**Action item**. Search the listing for "Lane" and copy every line where it appears.

──────────

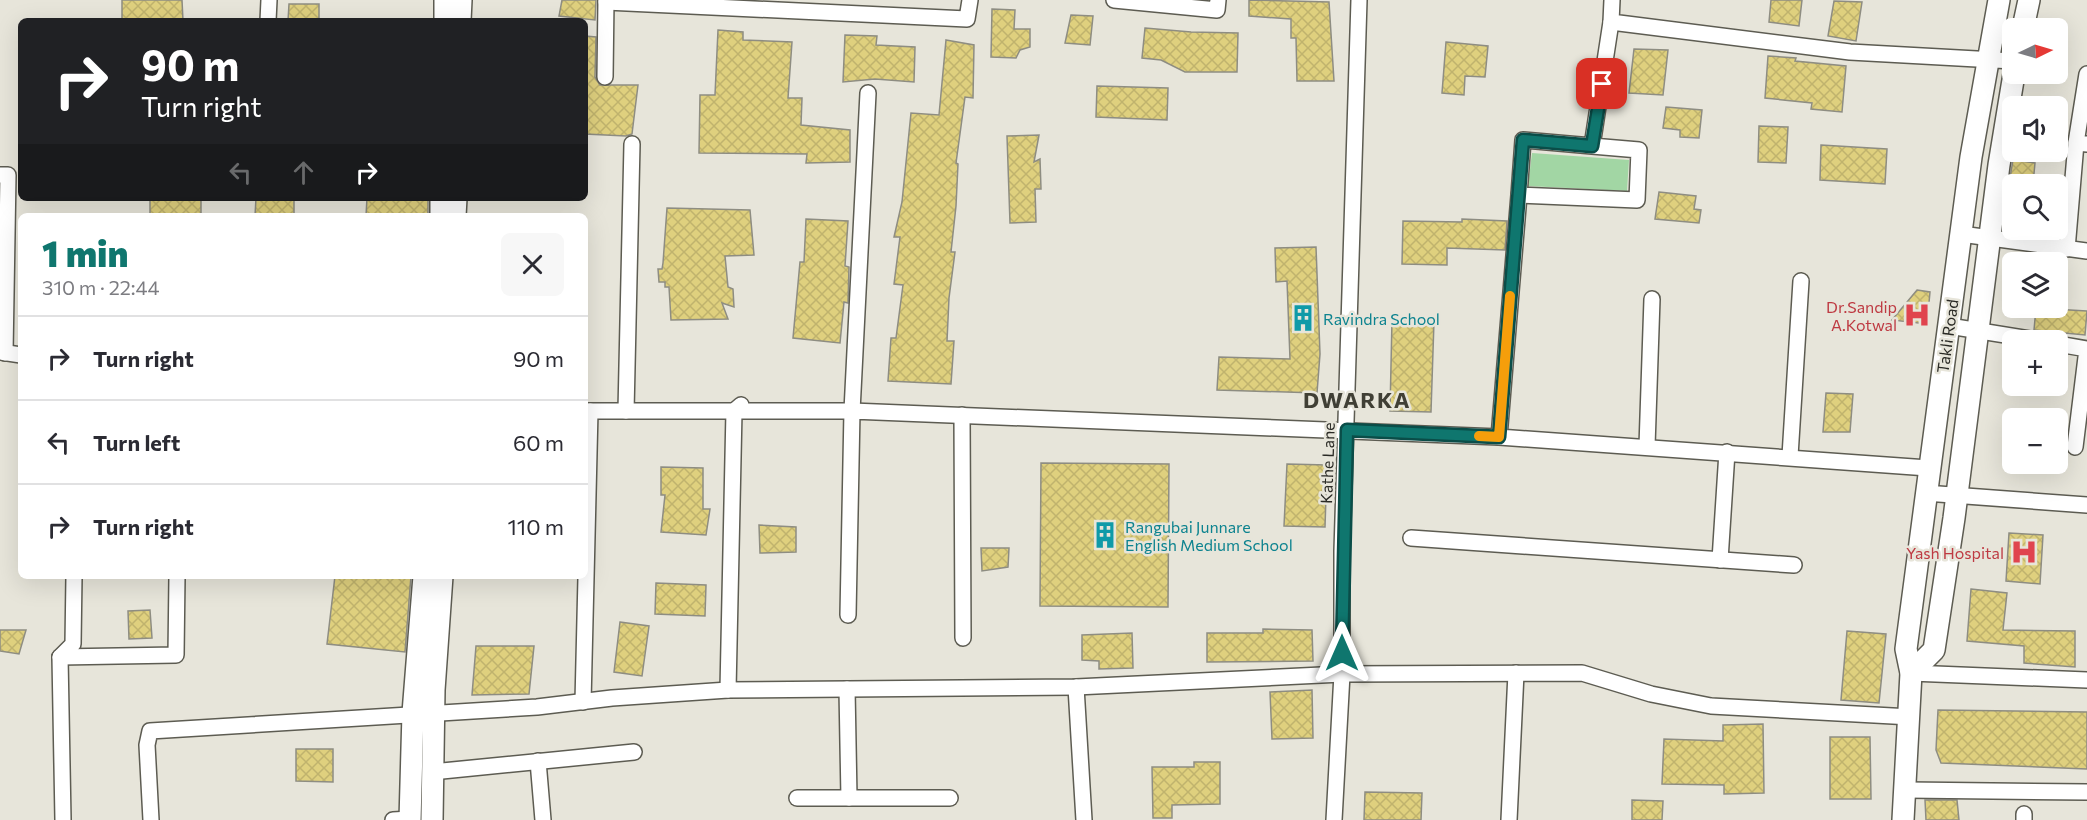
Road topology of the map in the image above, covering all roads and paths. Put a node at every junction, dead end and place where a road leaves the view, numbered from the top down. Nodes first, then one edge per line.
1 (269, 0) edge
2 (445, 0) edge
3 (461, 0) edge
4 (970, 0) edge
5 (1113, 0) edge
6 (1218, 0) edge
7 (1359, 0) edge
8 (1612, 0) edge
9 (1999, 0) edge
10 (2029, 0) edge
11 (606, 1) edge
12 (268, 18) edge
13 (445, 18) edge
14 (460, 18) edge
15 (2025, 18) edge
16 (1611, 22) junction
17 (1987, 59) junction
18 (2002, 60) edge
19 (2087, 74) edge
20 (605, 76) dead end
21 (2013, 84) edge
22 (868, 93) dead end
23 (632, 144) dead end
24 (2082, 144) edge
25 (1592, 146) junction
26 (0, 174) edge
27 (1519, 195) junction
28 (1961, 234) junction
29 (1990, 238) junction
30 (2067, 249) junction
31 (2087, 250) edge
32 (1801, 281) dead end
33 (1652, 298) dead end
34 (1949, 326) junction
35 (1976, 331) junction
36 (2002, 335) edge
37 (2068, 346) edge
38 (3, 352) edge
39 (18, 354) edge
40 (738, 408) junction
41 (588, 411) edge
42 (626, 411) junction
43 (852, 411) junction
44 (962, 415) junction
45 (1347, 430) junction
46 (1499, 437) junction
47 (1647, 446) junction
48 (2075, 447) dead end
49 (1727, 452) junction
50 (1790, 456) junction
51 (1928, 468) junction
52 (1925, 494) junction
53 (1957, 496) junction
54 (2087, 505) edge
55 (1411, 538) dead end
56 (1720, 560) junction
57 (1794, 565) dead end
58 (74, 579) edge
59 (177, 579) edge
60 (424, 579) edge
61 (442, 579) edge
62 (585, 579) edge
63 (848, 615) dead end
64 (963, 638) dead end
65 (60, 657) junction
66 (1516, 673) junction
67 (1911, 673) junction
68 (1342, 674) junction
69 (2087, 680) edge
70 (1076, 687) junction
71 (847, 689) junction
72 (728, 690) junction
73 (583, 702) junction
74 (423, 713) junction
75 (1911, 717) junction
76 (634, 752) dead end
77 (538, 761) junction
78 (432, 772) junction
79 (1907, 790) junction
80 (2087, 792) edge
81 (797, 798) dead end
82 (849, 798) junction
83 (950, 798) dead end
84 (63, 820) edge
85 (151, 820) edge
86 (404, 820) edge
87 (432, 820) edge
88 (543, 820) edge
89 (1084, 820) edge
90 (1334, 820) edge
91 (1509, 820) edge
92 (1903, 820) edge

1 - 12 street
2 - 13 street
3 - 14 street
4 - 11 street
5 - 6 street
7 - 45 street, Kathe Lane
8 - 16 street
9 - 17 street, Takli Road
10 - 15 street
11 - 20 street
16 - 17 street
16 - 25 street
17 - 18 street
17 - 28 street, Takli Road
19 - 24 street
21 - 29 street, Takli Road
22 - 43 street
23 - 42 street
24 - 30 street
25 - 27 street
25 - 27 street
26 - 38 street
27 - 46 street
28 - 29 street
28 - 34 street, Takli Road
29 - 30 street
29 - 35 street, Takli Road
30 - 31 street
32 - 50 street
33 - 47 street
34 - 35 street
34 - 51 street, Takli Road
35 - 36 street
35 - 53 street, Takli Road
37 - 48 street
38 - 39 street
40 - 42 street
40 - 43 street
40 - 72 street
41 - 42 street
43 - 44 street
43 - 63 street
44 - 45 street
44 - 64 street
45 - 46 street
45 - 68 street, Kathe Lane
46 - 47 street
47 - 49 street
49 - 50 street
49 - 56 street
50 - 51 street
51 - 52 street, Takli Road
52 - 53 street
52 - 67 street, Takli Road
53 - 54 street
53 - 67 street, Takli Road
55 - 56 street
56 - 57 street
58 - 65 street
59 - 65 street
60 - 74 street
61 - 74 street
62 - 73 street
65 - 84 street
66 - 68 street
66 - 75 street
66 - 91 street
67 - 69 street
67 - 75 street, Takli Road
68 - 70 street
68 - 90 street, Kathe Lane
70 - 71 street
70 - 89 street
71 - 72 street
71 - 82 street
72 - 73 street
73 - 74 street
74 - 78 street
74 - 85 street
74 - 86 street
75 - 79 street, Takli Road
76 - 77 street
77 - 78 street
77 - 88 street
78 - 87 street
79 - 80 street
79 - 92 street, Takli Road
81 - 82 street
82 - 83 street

──────────

**Task answer**.
7 - 45 street, Kathe Lane
45 - 68 street, Kathe Lane
68 - 90 street, Kathe Lane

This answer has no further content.